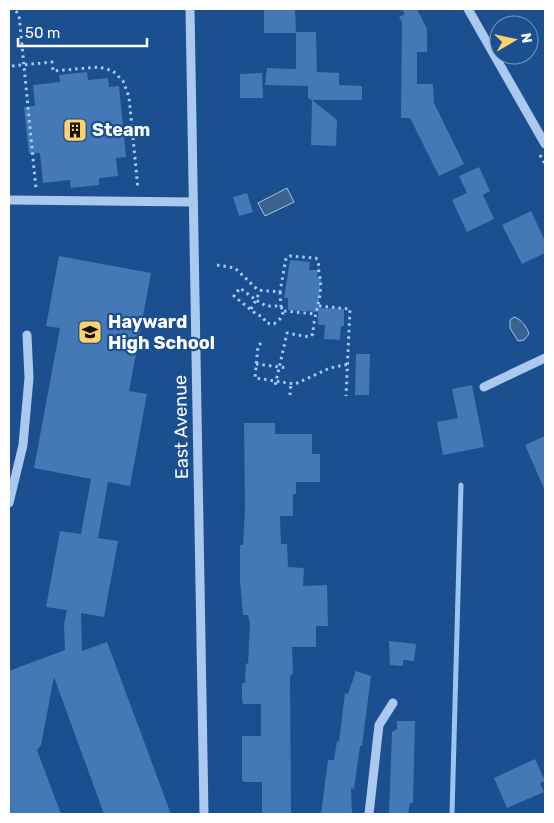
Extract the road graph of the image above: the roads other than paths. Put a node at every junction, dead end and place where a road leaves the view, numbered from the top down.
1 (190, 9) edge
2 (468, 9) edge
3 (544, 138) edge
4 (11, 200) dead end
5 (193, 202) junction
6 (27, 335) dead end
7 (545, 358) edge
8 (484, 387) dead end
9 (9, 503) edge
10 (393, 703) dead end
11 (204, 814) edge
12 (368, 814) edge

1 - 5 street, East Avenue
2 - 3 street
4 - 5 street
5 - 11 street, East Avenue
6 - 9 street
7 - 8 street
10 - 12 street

* PROBLEM TO SOLVE: Each record must be returned exactly as it stands, and the images omitted.

* OUTPUT BELOW:
Extract the road graph of the image above: the roads other than paths. Put a node at every junction, dead end and place where a road leaves the view, numbered from the top down.
1 (190, 9) edge
2 (468, 9) edge
3 (544, 138) edge
4 (11, 200) dead end
5 (193, 202) junction
6 (27, 335) dead end
7 (545, 358) edge
8 (484, 387) dead end
9 (9, 503) edge
10 (393, 703) dead end
11 (204, 814) edge
12 (368, 814) edge

1 - 5 street, East Avenue
2 - 3 street
4 - 5 street
5 - 11 street, East Avenue
6 - 9 street
7 - 8 street
10 - 12 street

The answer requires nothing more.